Debbie Sardina, LCPC

debbie sardinaMs. Debbie D. Sardina is a Licensed Clinical Professional Counselor (LCPC) in the State of Illinois.  She earned her Masters of Arts Degree (M.A.) in Mental Health Counseling from Roosevelt University.  She also holds an Illinois Department of Human Services, Part C Early Intervention Specialist Credential (Evaluation / Assessment / Intervention certified).  Debbie works with young families utilizing a “Supernanny” approach by working with parents directly with the goal of eliciting compliant behavior from their children.

Debbie works with young children / adolescents and their families, assisting parents in establishing authority in their home, as well as caring for and nurturing their children’s emotional well-being.  The goal of therapy goes beyond behavior management and strives for family unity.  Debbie’s practice is not limited to strictly working with children and families, though, she works with adults and couples using a strength-based approach to facilitate personal growth within each of her clients.
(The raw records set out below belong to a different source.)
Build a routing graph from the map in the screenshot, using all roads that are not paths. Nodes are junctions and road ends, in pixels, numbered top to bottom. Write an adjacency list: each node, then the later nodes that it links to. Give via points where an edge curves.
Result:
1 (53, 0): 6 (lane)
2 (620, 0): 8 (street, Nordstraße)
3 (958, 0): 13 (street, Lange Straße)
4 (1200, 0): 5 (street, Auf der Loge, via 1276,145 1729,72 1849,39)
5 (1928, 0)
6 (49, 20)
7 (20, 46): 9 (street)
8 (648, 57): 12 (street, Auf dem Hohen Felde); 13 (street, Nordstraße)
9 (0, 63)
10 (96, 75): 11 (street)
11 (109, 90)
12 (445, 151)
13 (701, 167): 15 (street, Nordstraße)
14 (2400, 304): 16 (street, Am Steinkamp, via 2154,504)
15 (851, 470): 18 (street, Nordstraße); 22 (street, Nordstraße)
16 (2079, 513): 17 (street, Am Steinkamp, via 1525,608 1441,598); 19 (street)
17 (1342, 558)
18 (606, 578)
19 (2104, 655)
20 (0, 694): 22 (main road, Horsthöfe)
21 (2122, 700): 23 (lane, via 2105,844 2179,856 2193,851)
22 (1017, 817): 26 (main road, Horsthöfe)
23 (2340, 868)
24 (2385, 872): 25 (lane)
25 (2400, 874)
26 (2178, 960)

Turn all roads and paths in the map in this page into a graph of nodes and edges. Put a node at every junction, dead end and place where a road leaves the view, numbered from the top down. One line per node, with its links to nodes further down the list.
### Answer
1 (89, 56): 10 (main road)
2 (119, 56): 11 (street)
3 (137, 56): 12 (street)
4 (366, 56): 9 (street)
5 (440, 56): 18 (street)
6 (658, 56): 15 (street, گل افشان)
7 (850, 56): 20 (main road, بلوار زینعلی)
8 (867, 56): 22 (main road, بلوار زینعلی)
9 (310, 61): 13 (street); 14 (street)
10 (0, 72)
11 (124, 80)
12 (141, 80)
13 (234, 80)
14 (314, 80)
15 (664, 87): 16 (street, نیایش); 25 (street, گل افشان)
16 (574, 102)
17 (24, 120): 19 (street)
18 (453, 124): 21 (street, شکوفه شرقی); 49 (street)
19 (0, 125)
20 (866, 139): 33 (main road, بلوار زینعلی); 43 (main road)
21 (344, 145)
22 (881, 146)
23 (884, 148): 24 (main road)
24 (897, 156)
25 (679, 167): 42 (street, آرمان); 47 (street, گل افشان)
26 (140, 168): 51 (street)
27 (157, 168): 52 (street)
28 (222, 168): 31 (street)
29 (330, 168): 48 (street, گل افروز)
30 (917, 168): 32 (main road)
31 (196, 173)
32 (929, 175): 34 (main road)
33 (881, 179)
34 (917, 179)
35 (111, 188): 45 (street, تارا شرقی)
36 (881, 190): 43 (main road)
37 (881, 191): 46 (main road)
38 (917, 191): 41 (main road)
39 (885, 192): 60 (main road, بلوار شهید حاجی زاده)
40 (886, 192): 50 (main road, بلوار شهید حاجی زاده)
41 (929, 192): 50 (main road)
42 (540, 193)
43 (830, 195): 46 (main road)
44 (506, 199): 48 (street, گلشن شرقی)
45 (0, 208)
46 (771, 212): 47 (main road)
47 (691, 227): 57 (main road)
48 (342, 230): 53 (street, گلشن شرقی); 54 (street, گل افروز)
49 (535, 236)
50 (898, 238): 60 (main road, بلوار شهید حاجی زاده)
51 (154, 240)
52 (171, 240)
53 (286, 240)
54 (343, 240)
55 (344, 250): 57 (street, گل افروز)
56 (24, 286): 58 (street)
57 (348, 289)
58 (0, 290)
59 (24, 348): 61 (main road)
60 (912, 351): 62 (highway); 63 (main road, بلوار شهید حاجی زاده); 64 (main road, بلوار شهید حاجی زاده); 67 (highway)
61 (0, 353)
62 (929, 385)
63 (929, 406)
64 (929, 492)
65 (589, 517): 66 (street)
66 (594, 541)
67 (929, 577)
For families and individuals who profess a Christian faith, Debbie provides Biblical-based counseling to families, couples, and individuals.  She skillfully combines traditional mental health counseling while utilizing the Bible as ultimate authority and guidance.  She helps her clients discover God’s plan for their lives through Biblical scripture.  No judgment, only encouragement.

Debbie is happy to be joining Mark D. Parisi, Psy.D. & Associates, P.C. as an outpatient provider.  She is a single mother of two teenage children and lives in the Northwest Suburbs of Chicago.